- [Entries provided]:
..........

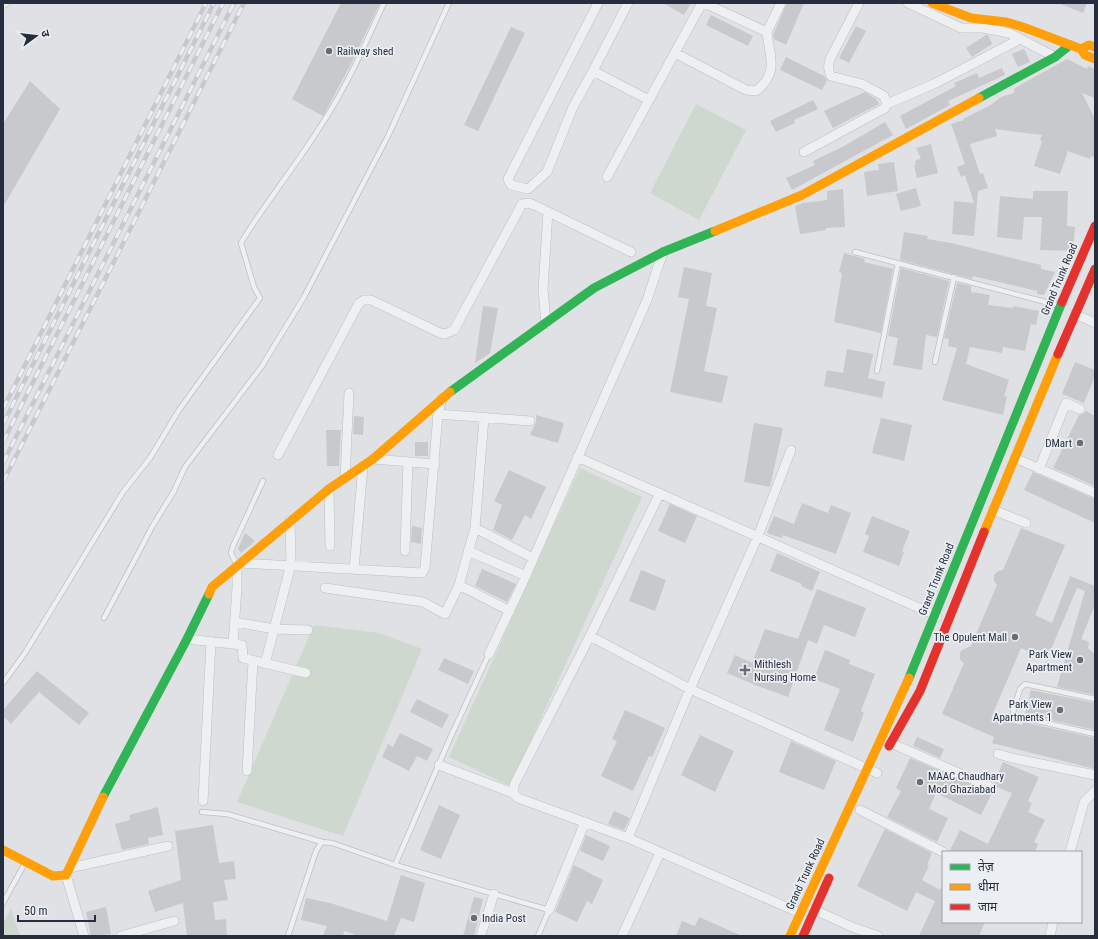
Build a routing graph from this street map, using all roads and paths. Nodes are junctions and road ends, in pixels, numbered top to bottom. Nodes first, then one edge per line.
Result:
1 (8, 3) edge
2 (384, 3) edge
3 (449, 3) edge
4 (598, 3) edge
5 (628, 3) edge
6 (703, 3) edge
7 (782, 3) edge
8 (859, 3) edge
9 (908, 3) edge
10 (932, 3) edge
11 (3, 6) edge
12 (766, 32) junction
13 (1020, 39) junction
14 (1070, 45) junction
15 (1095, 47) edge
16 (1081, 49) junction
17 (675, 53) junction
18 (1055, 57) junction
19 (1095, 59) edge
20 (593, 71) junction
21 (649, 100) junction
22 (887, 104) junction
23 (804, 152) dead end
24 (607, 177) dead end
25 (548, 212) junction
26 (1095, 226) edge
27 (631, 252) dead end
28 (663, 252) junction
29 (855, 252) dead end
30 (898, 263) junction
31 (1095, 269) edge
32 (954, 277) junction
33 (1060, 306) junction
34 (1075, 314) junction
35 (1095, 323) edge
36 (546, 324) junction
37 (935, 362) dead end
38 (877, 371) dead end
39 (348, 393) dead end
40 (442, 398) junction
41 (1080, 409) dead end
42 (438, 414) junction
43 (484, 418) junction
44 (530, 421) dead end
45 (791, 450) dead end
46 (278, 455) dead end
47 (577, 457) junction
48 (1015, 458) junction
49 (374, 459) junction
50 (408, 462) junction
51 (435, 464) junction
52 (363, 466) junction
53 (1039, 469) junction
54 (345, 478) junction
55 (264, 481) dead end
56 (329, 489) junction
57 (660, 493) junction
58 (1095, 493) edge
59 (993, 510) junction
60 (290, 520) junction
61 (1026, 523) dead end
62 (475, 528) junction
63 (758, 536) junction
64 (330, 546) dead end
65 (405, 551) dead end
66 (468, 551) junction
67 (533, 558) junction
68 (238, 564) junction
69 (291, 564) junction
70 (354, 569) junction
71 (526, 576) junction
72 (459, 585) junction
73 (325, 588) dead end
74 (510, 611) junction
75 (935, 615) junction
76 (104, 618) dead end
77 (235, 622) junction
78 (945, 626) junction
79 (274, 629) junction
80 (308, 630) dead end
81 (590, 636) junction
82 (187, 639) junction
83 (210, 641) junction
84 (233, 643) junction
85 (490, 654) joint
86 (253, 661) junction
87 (265, 664) junction
88 (306, 674) dead end
89 (3, 683) edge
90 (690, 689) junction
91 (1095, 699) edge
92 (1095, 734) edge
93 (891, 743) junction
94 (998, 754) dead end
95 (439, 765) junction
96 (867, 769) junction
97 (879, 769) joint
98 (247, 771) dead end
99 (1095, 775) edge
100 (990, 787) dead end
101 (1095, 791) edge
102 (513, 792) junction
103 (865, 799) dead end
104 (203, 801) dead end
105 (860, 810) junction
106 (202, 812) dead end
107 (856, 819) dead end
108 (585, 822) junction
109 (628, 838) junction
110 (322, 842) junction
111 (168, 846) dead end
112 (3, 850) edge
113 (942, 851) edge
114 (1070, 851) edge
115 (660, 853) junction
116 (26, 862) junction
117 (395, 865) junction
118 (68, 871) junction
119 (833, 871) dead end
120 (494, 894) junction
121 (3, 903) edge
122 (804, 904) junction
123 (549, 910) junction
124 (816, 910) junction
125 (800, 913) junction
126 (174, 921) dead end
127 (1053, 923) edge
128 (481, 935) edge
129 (84, 936) edge
130 (121, 936) edge
131 (288, 936) edge
132 (538, 936) edge
133 (622, 936) edge
134 (790, 936) edge
135 (803, 936) edge
136 (878, 936) edge
137 (1050, 936) edge

1 - 11 lane
2 - 89 lane
3 - 76 lane
4 - 20 street
5 - 20 street
6 - 12 street
6 - 17 street
7 - 12 street
8 - 22 street
9 - 13 street
10 - 14 main road
12 - 17 street
13 - 18 street
13 - 22 street
14 - 16 main road
14 - 18 main road
15 - 16 main road
16 - 19 main road
17 - 21 street
18 - 28 main road
20 - 21 street
21 - 24 street
22 - 23 street
25 - 27 street
25 - 36 street
25 - 46 street
26 - 33 main road, Grand Trunk Road
28 - 36 main road
28 - 47 street
29 - 30 lane
30 - 32 lane
30 - 38 lane
31 - 34 main road
32 - 33 lane
32 - 37 lane
33 - 75 main road, Grand Trunk Road
34 - 35 street
34 - 48 main road
36 - 40 main road
39 - 54 street
40 - 42 street
40 - 49 main road
41 - 53 street
42 - 43 street
42 - 51 street
43 - 44 street
43 - 62 street
45 - 63 street
47 - 57 street
47 - 67 street
48 - 53 street
48 - 59 main road
49 - 50 street
49 - 52 main road
50 - 51 street
50 - 65 street
51 - 70 street
52 - 54 main road
52 - 70 street
53 - 58 street
54 - 56 main road
55 - 68 lane
56 - 60 main road
56 - 64 street
57 - 63 street
57 - 81 street
59 - 61 street
59 - 78 main road
60 - 68 main road
60 - 69 street
62 - 66 street
62 - 67 street
63 - 75 street
63 - 90 street
66 - 71 street
66 - 72 street
67 - 71 street
68 - 69 street
68 - 77 street
68 - 82 main road
69 - 70 street
69 - 79 street
71 - 74 street
72 - 73 street
72 - 74 street
74 - 85 street
75 - 78 street
75 - 96 main road, Grand Trunk Road
77 - 79 street
77 - 84 street
78 - 93 main road
79 - 80 street
79 - 87 street
81 - 90 street
81 - 102 street
82 - 83 street
82 - 118 main road
83 - 84 street
83 - 104 street
84 - 86 street
85 - 95 lane
86 - 87 street
86 - 98 street
87 - 88 street
90 - 96 street
90 - 109 street
91 - 92 lane
93 - 97 main road
93 - 100 street
94 - 99 street
95 - 102 street
95 - 117 lane
96 - 97 street
96 - 122 main road, Grand Trunk Road
101 - 114 street
102 - 108 street
103 - 105 main road
105 - 107 main road
105 - 113 street
106 - 110 lane
108 - 109 street
108 - 123 street
109 - 115 street
110 - 117 lane
110 - 131 lane
111 - 118 street
112 - 116 main road
115 - 125 street
115 - 133 street
116 - 118 main road
116 - 121 lane
117 - 120 lane
118 - 129 street
119 - 124 main road
120 - 123 lane
120 - 128 street
122 - 124 street
122 - 125 main road, Grand Trunk Road
123 - 132 lane
124 - 135 main road
124 - 136 street
125 - 134 main road, Grand Trunk Road
126 - 130 street
127 - 137 street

..........

- [Your objective]:
Determine how many of the lines above include the word "Trunk", then give that number and nothing else.

- [Task result]:
6